W3C home > Mailing lists > Public > public-i18n-its@w3.org > January to March 2005

RE: Term Identification: Requirement

From: Lieske, Christian <christian.lieske@sap.com>
Date: Thu, 31 Mar 2005 17:05:18 +0200
Message-ID: <0F568FE519230641B5F84502E0979DD1028A6512@dewdfe12.wdf.sap.corp>
To: <public-i18n-its@w3.org>
Cc: "Masaki Itagaki" <imasaki@qwest.net>

Hi everyone,

Sorry for sending a pointer to an inaccessible link.

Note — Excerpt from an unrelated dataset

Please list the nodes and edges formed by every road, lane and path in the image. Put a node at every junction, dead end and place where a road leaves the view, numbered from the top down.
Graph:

I include the text below ...

Best regards,
Christian
---
Hi there, 

Since the discussion for intra-source/intra-target extension points revolves around terminology-/linguistics related examples, and since we are touching this area also in other contexts, here a couple of thoughts about the representation of terminology-/linguistics related information ...

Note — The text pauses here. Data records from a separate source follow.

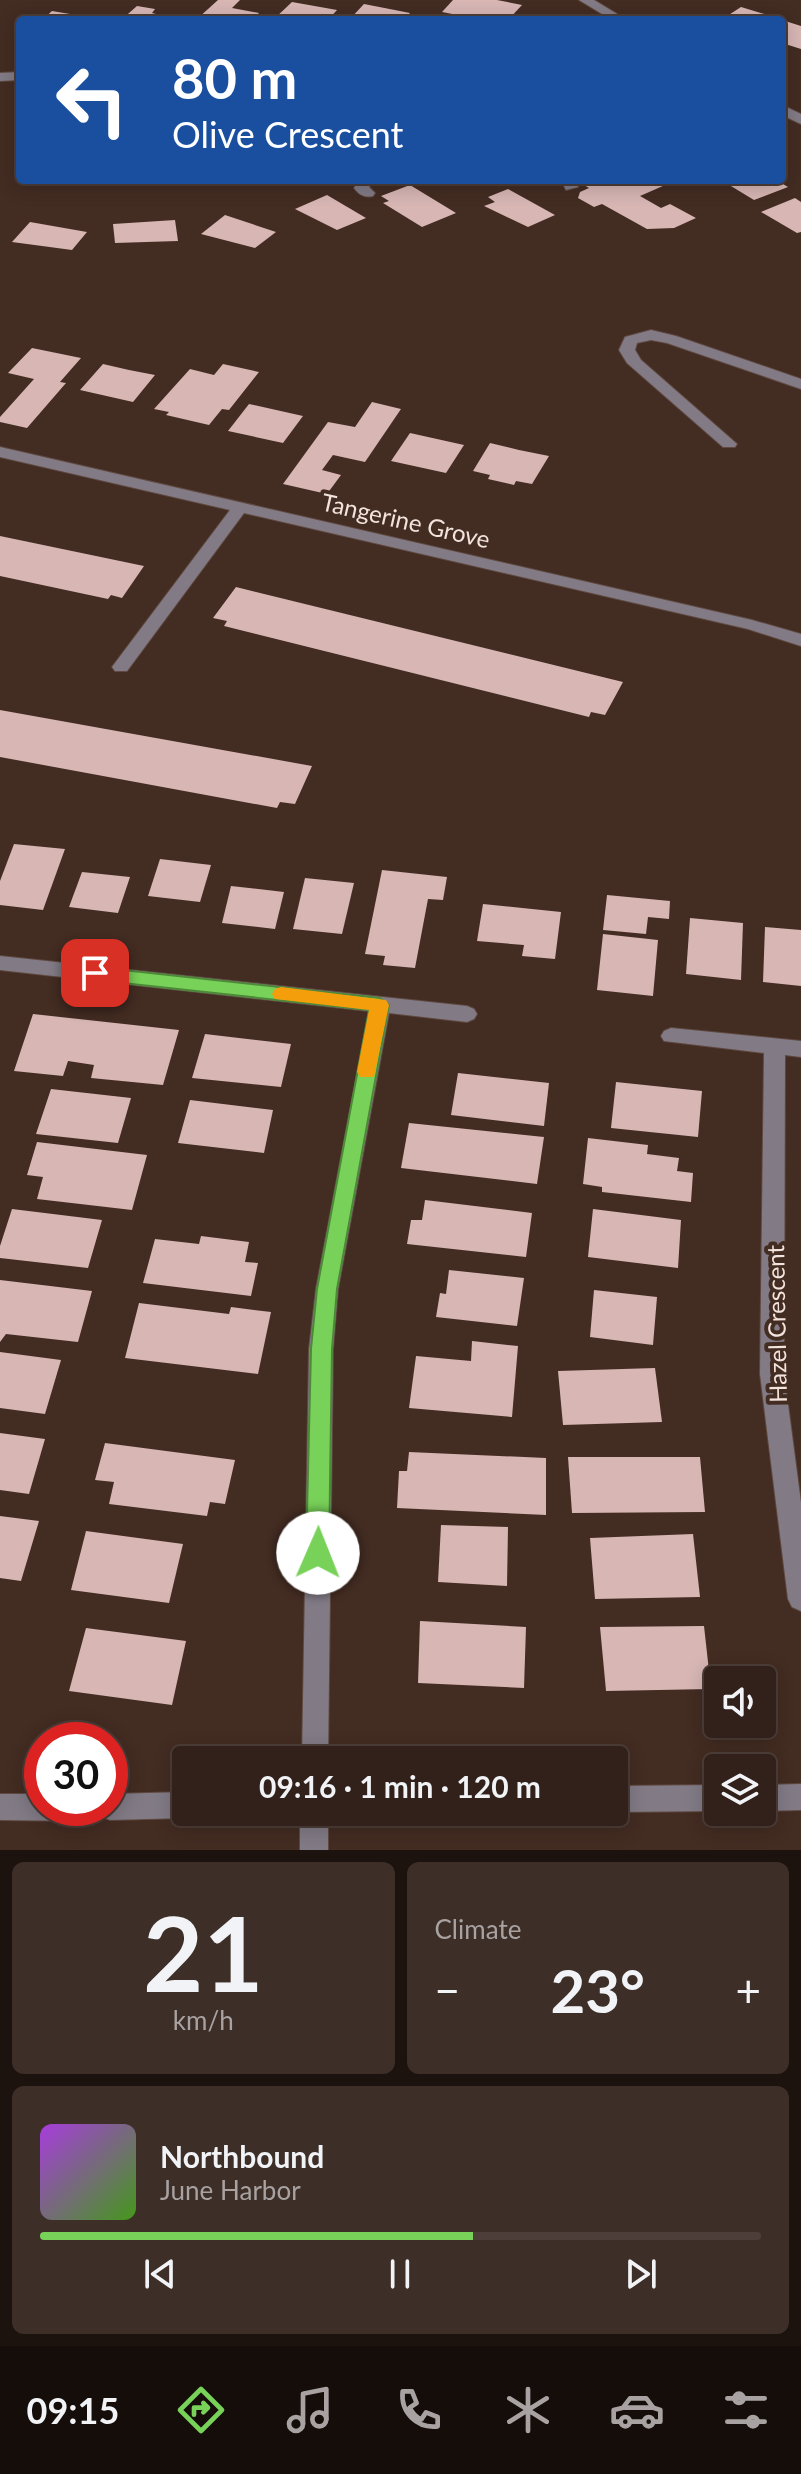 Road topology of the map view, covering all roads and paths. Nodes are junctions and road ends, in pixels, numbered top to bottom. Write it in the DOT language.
graph roads {
  1 [pos="585,0"];
  2 [pos="611,16"];
  3 [pos="801,384"];
  4 [pos="729,444"];
  5 [pos="0,452"];
  6 [pos="241,506"];
  7 [pos="801,640"];
  8 [pos="121,667"];
  9 [pos="0,963"];
  10 [pos="380,1005"];
  11 [pos="467,1014"];
  12 [pos="671,1036"];
  13 [pos="775,1047"];
  14 [pos="801,1049"];
  15 [pos="801,1599"];
  16 [pos="315,1746"];
  17 [pos="801,1797"];
  18 [pos="704,1798"];
  19 [pos="776,1798"];
  20 [pos="628,1799"];
  21 [pos="172,1805"];
  22 [pos="0,1807"];
  23 [pos="24,1807"];
  24 [pos="128,1807"];
  25 [pos="314,1826"];
  26 [pos="314,1850"];
  1 -- 2 [label="street"];
  3 -- 4 [label="street"];
  5 -- 6 [label="street, Tangerine Grove"];
  6 -- 7 [label="street, Tangerine Grove"];
  6 -- 8 [label="street"];
  9 -- 10 [label="street"];
  10 -- 11 [label="street"];
  10 -- 16 [label="street"];
  12 -- 13 [label="street"];
  13 -- 14 [label="street"];
  13 -- 15 [label="street, Hazel Crescent"];
  17 -- 19 [label="street"];
  18 -- 20 [label="street"];
  21 -- 24 [label="street"];
  22 -- 23 [label="street"];
  25 -- 26 [label="street"];
} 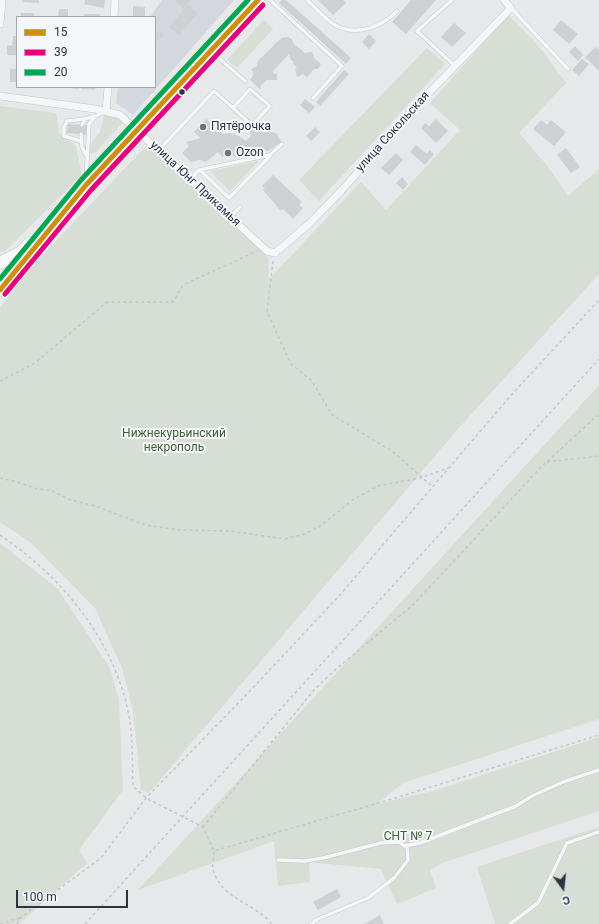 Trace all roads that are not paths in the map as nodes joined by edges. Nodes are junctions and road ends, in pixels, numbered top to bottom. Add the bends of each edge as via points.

I would favor an approach which some might term 'normalized' (in the sense of database theory), others 'single source-oriented/non-redundant'. It boils down to the following:

If you have chunks of information (e.g. all information related to a terminology concept) than don't repeat it, rather link to it. Accordingly, Yves' example would be become:

<source>Our guests can appease their spirit of adventure and itchy 
feet by exploring the various islands of our small  <xyz:term cID="1234ABE34FE">>archipelago</xyz:term></source>.

'cID' abbreviates 'concept identifier'.

The identifier would be related to terminological database which is identified by the URN to which the namespace prefix belongs.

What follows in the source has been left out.